IEEE: Carbon Fiber Cloth Can Generate Hydrogen
IEEE Spectrum | Charles Q. Choi | 21 Aug 2015
Splitting water can yield clean-burning hydrogen fuel, but catalysts that generate hydrogen are often expensive, and unstable in water. Now a team from Singapore and Taiwan have shown that carbon fiber cloths coated in inexpensive catalysts can generate hydrogen, and perform not only in water but in seawater as well. The researchers detailed their findings online August 21 in the journal Science Advances.
Image: Nanyang Technological University
The most effective catalyst for generating hydrogen is platinum. However, this metal is scarce and expensive, limiting its use in large-scale hydrogen generation. Instead, the researchers investigated molybdenum sulfide as a catalyst. Molybdenum and sulfur are respectively about 300 and more than 100,000 times more abundant than platinum.

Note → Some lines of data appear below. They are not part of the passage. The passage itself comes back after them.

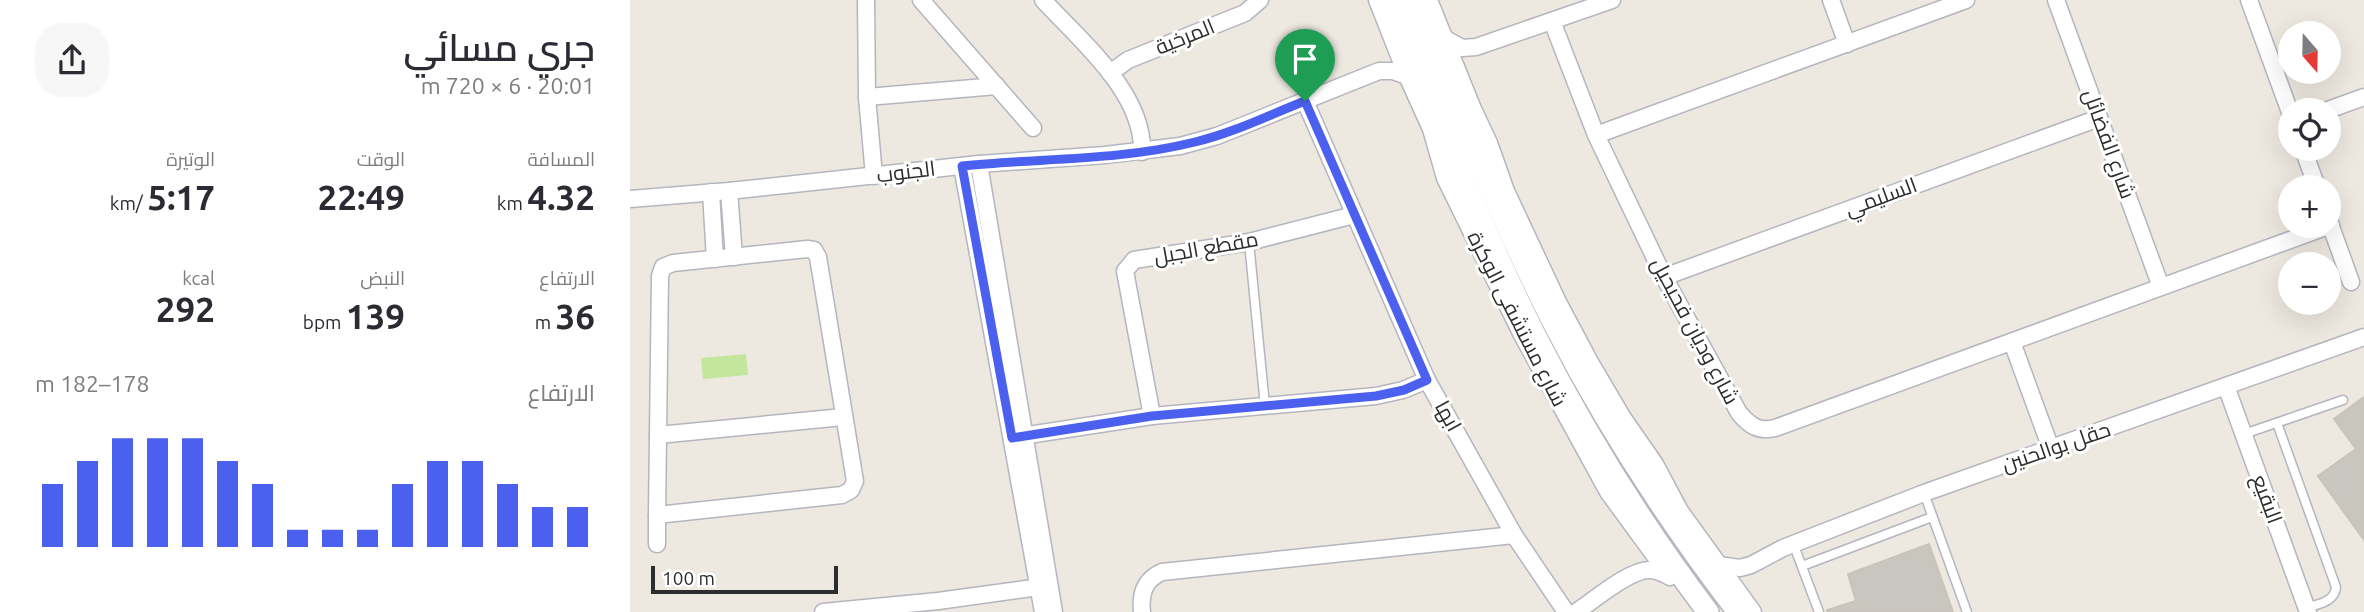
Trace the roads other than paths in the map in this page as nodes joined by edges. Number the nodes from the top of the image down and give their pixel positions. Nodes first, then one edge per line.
1 (866, 0) edge
2 (921, 0) edge
3 (1043, 0) edge
4 (1260, 0) edge
5 (1377, 0) edge
6 (1393, 0) edge
7 (1414, 0) edge
8 (1429, 0) edge
9 (1612, 0) edge
10 (1831, 0) edge
11 (1966, 0) edge
12 (2056, 0) edge
13 (2249, 0) edge
14 (1552, 21) junction
15 (1444, 37) junction
16 (1847, 44) junction
17 (1476, 47) junction
18 (1396, 49) junction
19 (1379, 72) junction
20 (1110, 73) junction
21 (1407, 76) junction
22 (1462, 78) junction
23 (997, 86) junction
24 (867, 96) junction
25 (2364, 97) edge
26 (2284, 98) edge
27 (1305, 101) junction
28 (2341, 105) edge
29 (1473, 109) junction
30 (2099, 118) junction
31 (1033, 128) dead end
32 (1596, 135) junction
33 (1471, 141) junction
34 (1142, 152) junction
35 (1438, 152) junction
36 (979, 164) junction
37 (962, 166) junction
38 (874, 176) junction
39 (1469, 189) junction
40 (729, 191) junction
41 (711, 192) junction
42 (630, 199) edge
43 (1354, 215) junction
44 (2290, 238) edge
45 (2335, 238) edge
46 (1249, 242) junction
47 (734, 257) junction
48 (715, 260) junction
49 (1664, 277) junction
50 (2351, 282) dead end
51 (2161, 287) junction
52 (2364, 337) edge
53 (2012, 342) junction
54 (1427, 380) junction
55 (2226, 386) junction
56 (2343, 400) dead end
57 (1265, 406) junction
58 (1152, 416) junction
59 (843, 417) junction
60 (2277, 422) junction
61 (1615, 434) junction
62 (2244, 434) junction
63 (658, 435) junction
64 (1018, 436) junction
65 (2051, 449) junction
66 (1655, 464) junction
67 (1622, 488) junction
68 (1924, 493) junction
69 (657, 515) junction
70 (1932, 517) junction
71 (1628, 519) junction
72 (1514, 535) junction
73 (1645, 542) junction
74 (1793, 543) junction
75 (657, 544) dead end
76 (1718, 565) junction
77 (1751, 565) junction
78 (1802, 566) junction
79 (1635, 572) junction
80 (1670, 577) junction
81 (1044, 586) junction
82 (1745, 609) edge
83 (2307, 610) edge
84 (823, 612) edge
85 (1043, 612) edge
86 (1054, 612) edge
87 (1142, 612) edge
88 (1566, 612) edge
89 (1576, 612) edge
90 (1702, 612) edge
91 (1707, 612) edge
92 (1819, 612) edge
93 (1967, 612) edge

1 - 24 street
2 - 23 street
3 - 20 street
4 - 20 street, المرخية
5 - 18 street, شارع مستشفى الوكرة
6 - 39 street, شارع مستشفى الوكرة
7 - 33 street, شارع مستشفى الوكرة
8 - 15 street, شارع مستشفى الوكرة
9 - 14 street
10 - 16 street
11 - 16 street
12 - 30 street, شارع الفضائل
13 - 26 street
14 - 17 street
14 - 32 street, شارع وديان فحيحيل
15 - 17 street
15 - 22 street, شارع مستشفى الوكرة
16 - 32 street
17 - 22 street
18 - 19 street
18 - 21 street, شارع مستشفى الوكرة
19 - 21 street, الجنوب
19 - 27 street, الجنوب
20 - 34 street
21 - 35 street, شارع مستشفى الوكرة
22 - 29 street, شارع مستشفى الوكرة
23 - 24 street
23 - 31 street
24 - 38 street
25 - 28 street
27 - 34 street, الجنوب
27 - 43 street, ابها
29 - 33 street
29 - 66 street, شارع مستشفى الوكرة
30 - 49 street, السليمي
30 - 51 street, شارع الفضائل
32 - 49 street, شارع وديان فحيحيل
33 - 61 street, شارع مستشفى الوكرة
34 - 36 street, الجنوب
35 - 39 street
35 - 71 street, شارع مستشفى الوكرة
36 - 37 street, الجنوب
36 - 64 street
37 - 38 street, الجنوب
37 - 64 street
38 - 40 street, الجنوب
39 - 67 street, شارع مستشفى الوكرة
40 - 41 street, الجنوب
40 - 47 street
41 - 42 street, الجنوب
41 - 48 street
43 - 46 street, مقطع الجبل
43 - 54 street, ابها
44 - 51 street, شارع وديان فحيحيل
45 - 50 street, شارع وديان فحيحيل
46 - 57 lane
46 - 58 street, مقطع الجبل
47 - 48 street
47 - 59 street
48 - 63 street
49 - 53 street, شارع وديان فحيحيل
51 - 53 street, شارع وديان فحيحيل
52 - 55 street, حقل بوالحنين
53 - 65 street
54 - 57 street
54 - 72 street, ابها
55 - 62 street, البقيع
55 - 65 street, حقل بوالحنين
56 - 60 lane
57 - 58 street
58 - 64 street
59 - 63 street
59 - 69 street
60 - 62 lane
60 - 83 lane
61 - 66 street
61 - 82 street, شارع مستشفى الوكرة
62 - 83 street, البقيع
63 - 69 street
64 - 81 street
65 - 68 street, حقل بوالحنين
66 - 76 street, شارع مستشفى الوكرة
67 - 71 street
67 - 91 street, شارع مستشفى الوكرة
68 - 70 lane
68 - 74 street, حقل بوالحنين
69 - 75 street
70 - 78 lane
70 - 93 lane
71 - 73 street, شارع مستشفى الوكرة
72 - 87 street
72 - 88 street, ابها
73 - 79 street
73 - 80 street, شارع مستشفى الوكرة
74 - 77 street, حقل بوالحنين
74 - 78 lane
76 - 77 street, حقل بوالحنين
76 - 82 street, شارع مستشفى الوكرة
77 - 82 street
78 - 92 lane
79 - 80 street
79 - 89 street
80 - 90 street, شارع مستشفى الوكرة
81 - 84 street
81 - 85 street
81 - 86 street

"One hundred grams of pure molybdenum metal costs $44, while the same amount of platinum costs $3,211.86 today," says study co-author Bin Liu, a materials scientist at Nanyang Technological University in Singapore...

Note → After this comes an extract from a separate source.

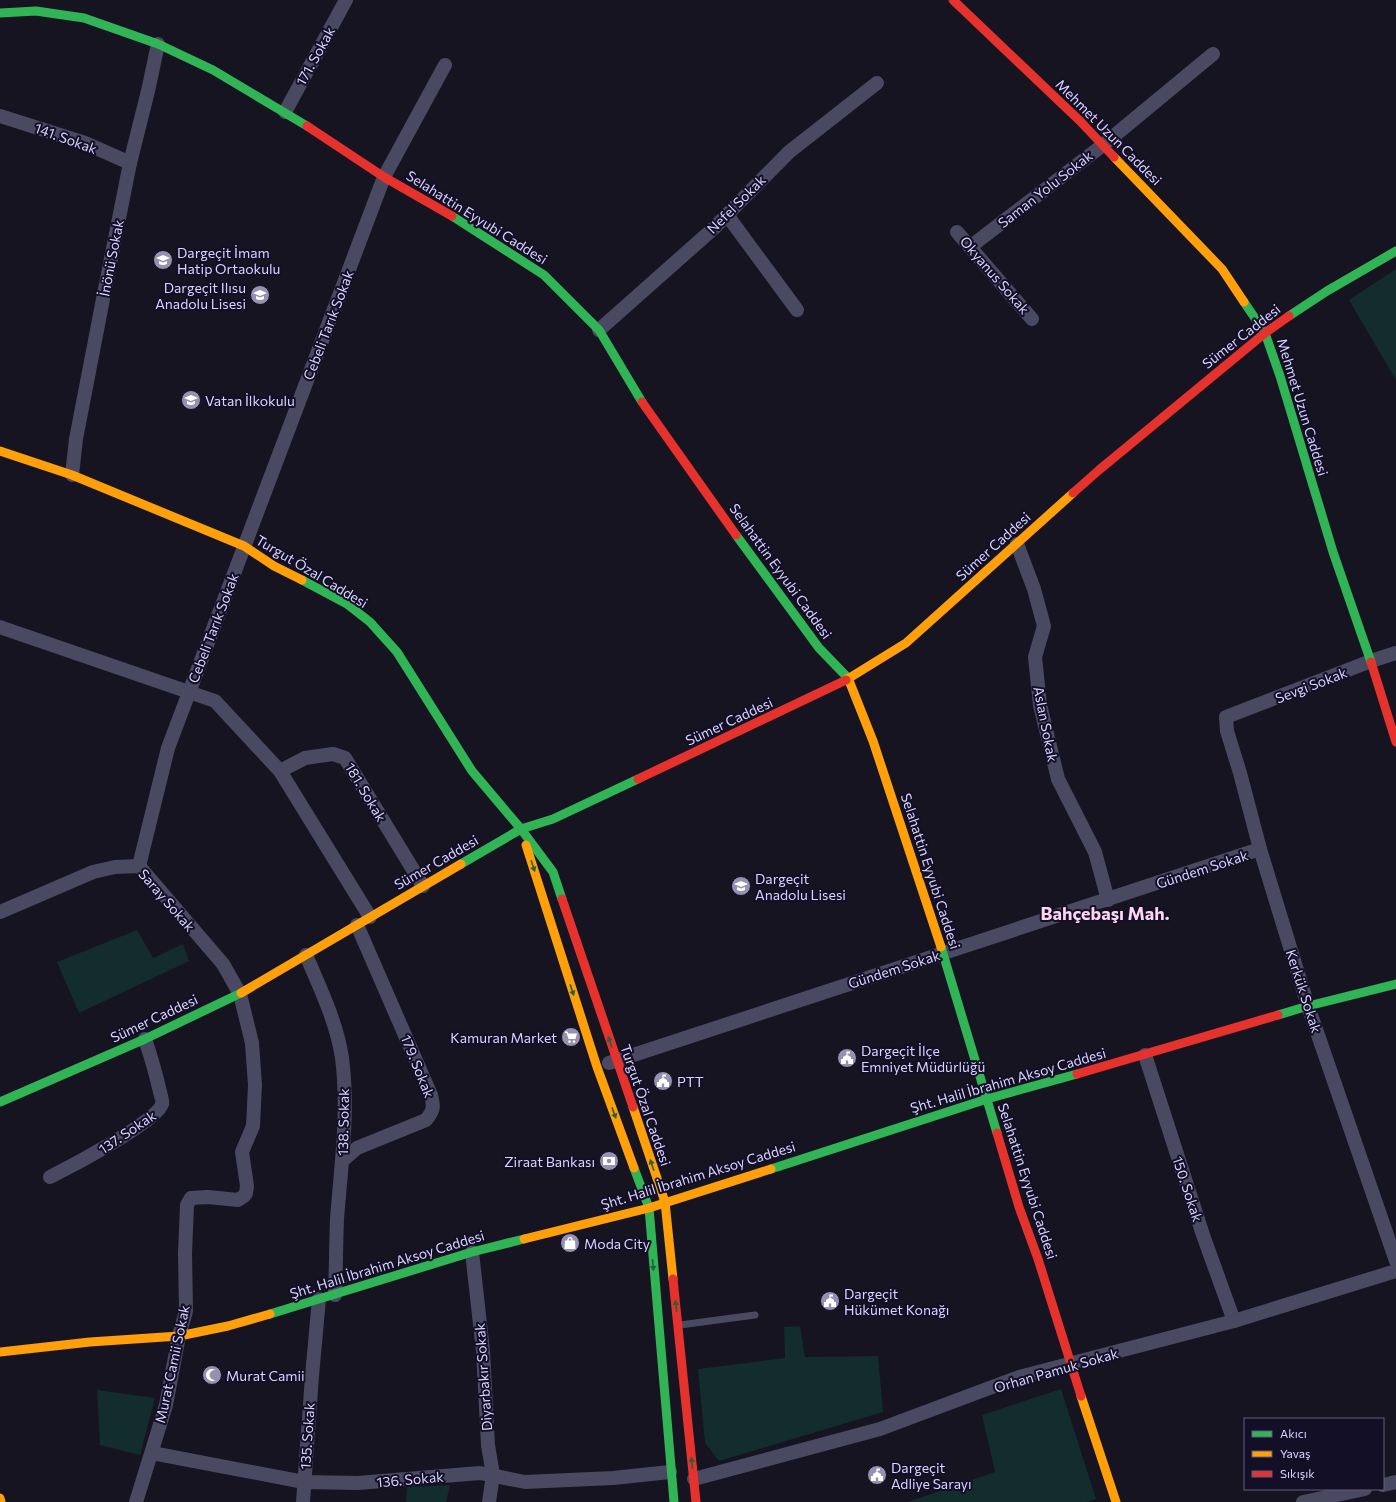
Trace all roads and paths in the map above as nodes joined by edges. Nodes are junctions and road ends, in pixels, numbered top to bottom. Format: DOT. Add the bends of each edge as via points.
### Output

...Hydrogen-generating catalysts often require acidic solutions to release protons. However, this new catalyst can generate hydrogen while in water. It also requires only 200 millivolts to produce the gas, and can even operate in seawater...snip
more: http://spectrum.ieee.org/nanoclast/energy/renewables/carbon-fiber-cloth-can-generate-hydrogen
Some people say there's no reason to continue researching Hydrogen tech. That's incredible, isn't it. The innovations have barely begun.